Le plan prévoit, ensuite, le financement de permanences d’accès au droit. Spécialement créée du fait des conséquences économiques liées à la crise sanitaire, cette mesure se distingue de l’action du Barreau de Paris Solidarité (fonds de dotation : https://www.barreausolidarite.org/) qui repose sur le bénévolat. « Il s’agit ici de venir en aide aux personnes physiques ou morales en difficultés. Nous allons mettre en place des partenariats avec des collectivités territoriales, des chambres de commerce et d’industrie, des organismes ou des syndicats d’entreprises. Ces acteurs économiques vont orienter les justiciables vers les avocats du barreau de Paris qui délivreront leurs conseils. Si les avocats seront rémunérés par l’Ordre, la prestation sera, dans un premier temps, gratuite pour les personnes conseillées ». Cette action n’est pas sans rappeler les différents élans de solidarités envers les entreprises qui ont émergé dans certains barreaux pendant le confinement. Ils devraient, à terme, permettre aux avocats de tisser de nouveaux liens d’affaire.

Petite aparté : on soulignera que si le barreau de Paris milite depuis des mois pour le doublement immédiat de l’aide juridictionnelle, le présent plan local n’a pas pour effet de venir abonder des montants qui relèvent d’un système financé au niveau national.

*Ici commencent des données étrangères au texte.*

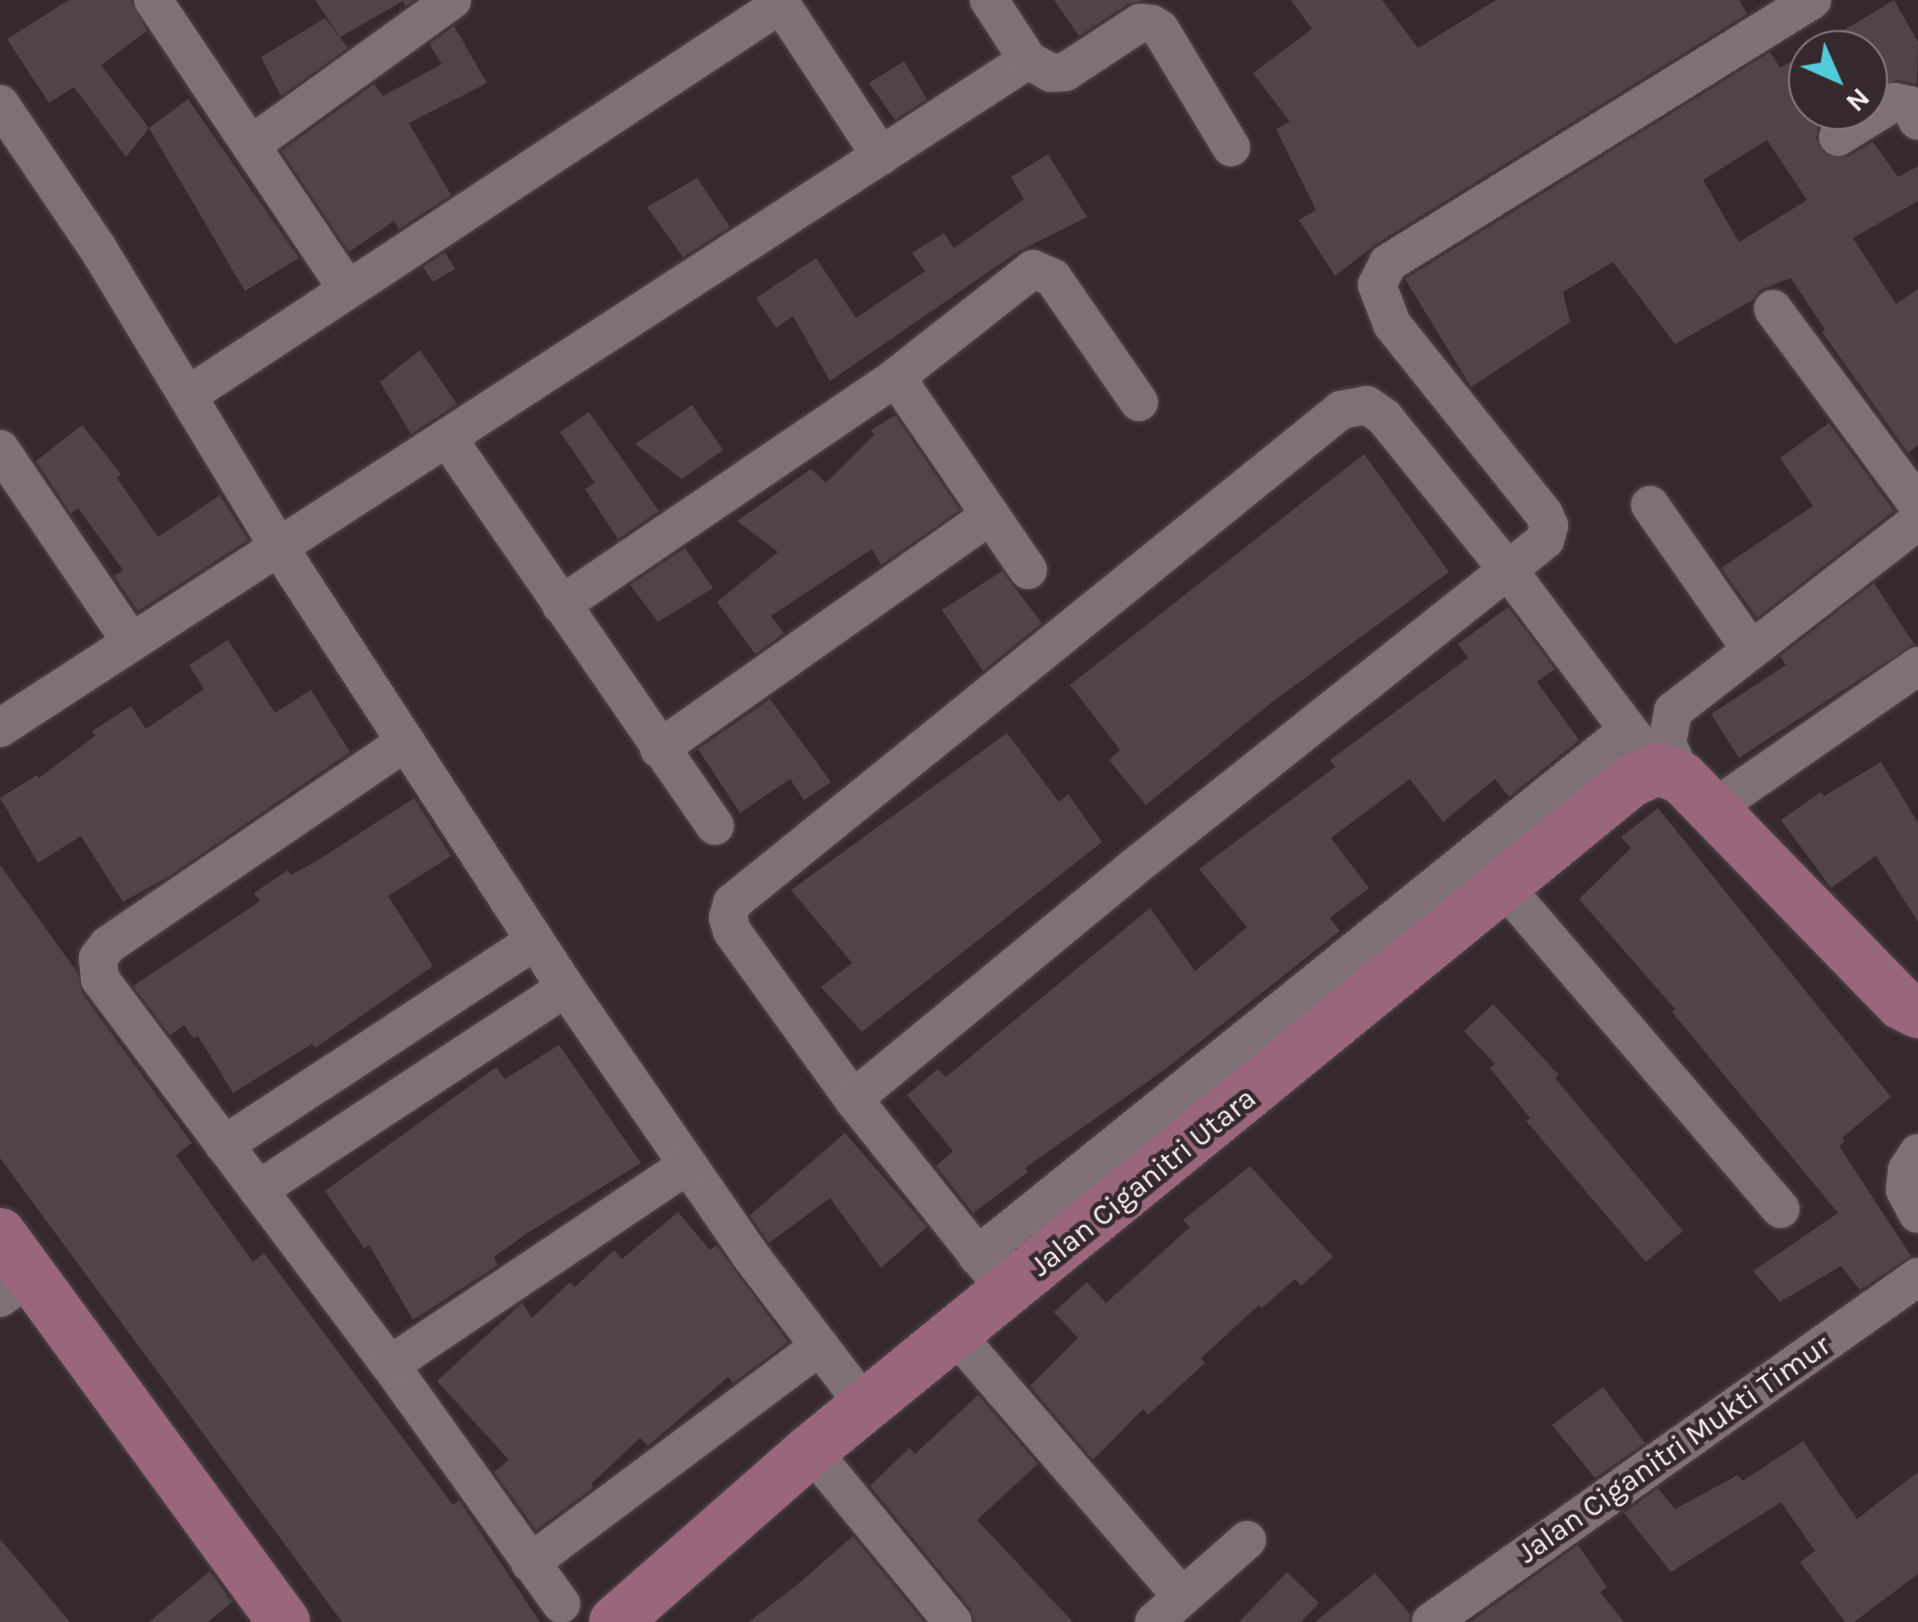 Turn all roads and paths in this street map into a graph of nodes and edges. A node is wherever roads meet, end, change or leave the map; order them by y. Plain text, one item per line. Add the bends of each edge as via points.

Enfin, comme toute relance économique repose aussi sur des actions inclusives, le plan envisage la mise en place d’aides à la reprise d’activité des cabinets. « Plusieurs centaines de confrères parisiens ont sollicité le soutien au titre de l’aide sociale. Chiffre inquiétant qui démontre qu’il y a un risque de tsunami à venir pour la profession. Autre indicateur : au Conseil de l’Ordre, nous votons des mouvements de structures (installation, cession…). La moyenne des dossiers hebdomadaires est de l’ordre d’une centaine et dans les dernières semaines, elle est tombée à 20-30. La crise devrait se déclencher d’ici fin 2020-début 2021. La mise en œuvre de ces aides est donc pour les mois qui viennent. Nous visons en priorité les jeunes, leur entrée dans la profession. Il s’agit tant des élèves de l’EFB en stage, que ceux en sortie d’école, qui ont de grosses difficultés ou qui risquent d’en avoir. Les actions d’accompagnement sont aussi destinées aux confrères en exercice qui veulent évoluer (transformation, cessation…). Elles permettront l’indemnisation d’une perte de collaboration. Les membres du Barreau travaillent activement sur des propositions concrètes », expose Me Cousi.

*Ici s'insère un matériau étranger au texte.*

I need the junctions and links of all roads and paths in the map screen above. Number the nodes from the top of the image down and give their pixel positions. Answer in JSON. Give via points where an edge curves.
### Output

A cet effet, un réseau d’informations et de partage est en cours d’élaboration qui permettra l’échange de renseignements, de conseils, d’offres et la mise en relation de spécialistes, etc. « La profession d’avocat doit aller vers une souplesse et une flexibilité avec des cabinets qui seront peut-être des cabinets éphémères. Par exemple le temps d’un dossier, à la demande d’un client important qui souhaite recourir aux conseils d’avocats de différentes entités », projette le bâtonnier.

Ces actions seront, par ailleurs, complétées par des propositions formulées par les avocats parisiens lors d’une grande consultation menée par l’Ordre à la rentrée prochaine via une plateforme collaborative « Nous souhaitons consacrer une partie des 15 millions au financement de projets qui seraient proposés par les avocats », conclut Me Cousi. Cette consultation se veut aussi prospective puisque les avocats seront invités à définir les priorités de la seconde partie de mandat du bâtonnier et la vice-bâtonnière.

La démocratie participative semble de mise tant au niveau étatique que local.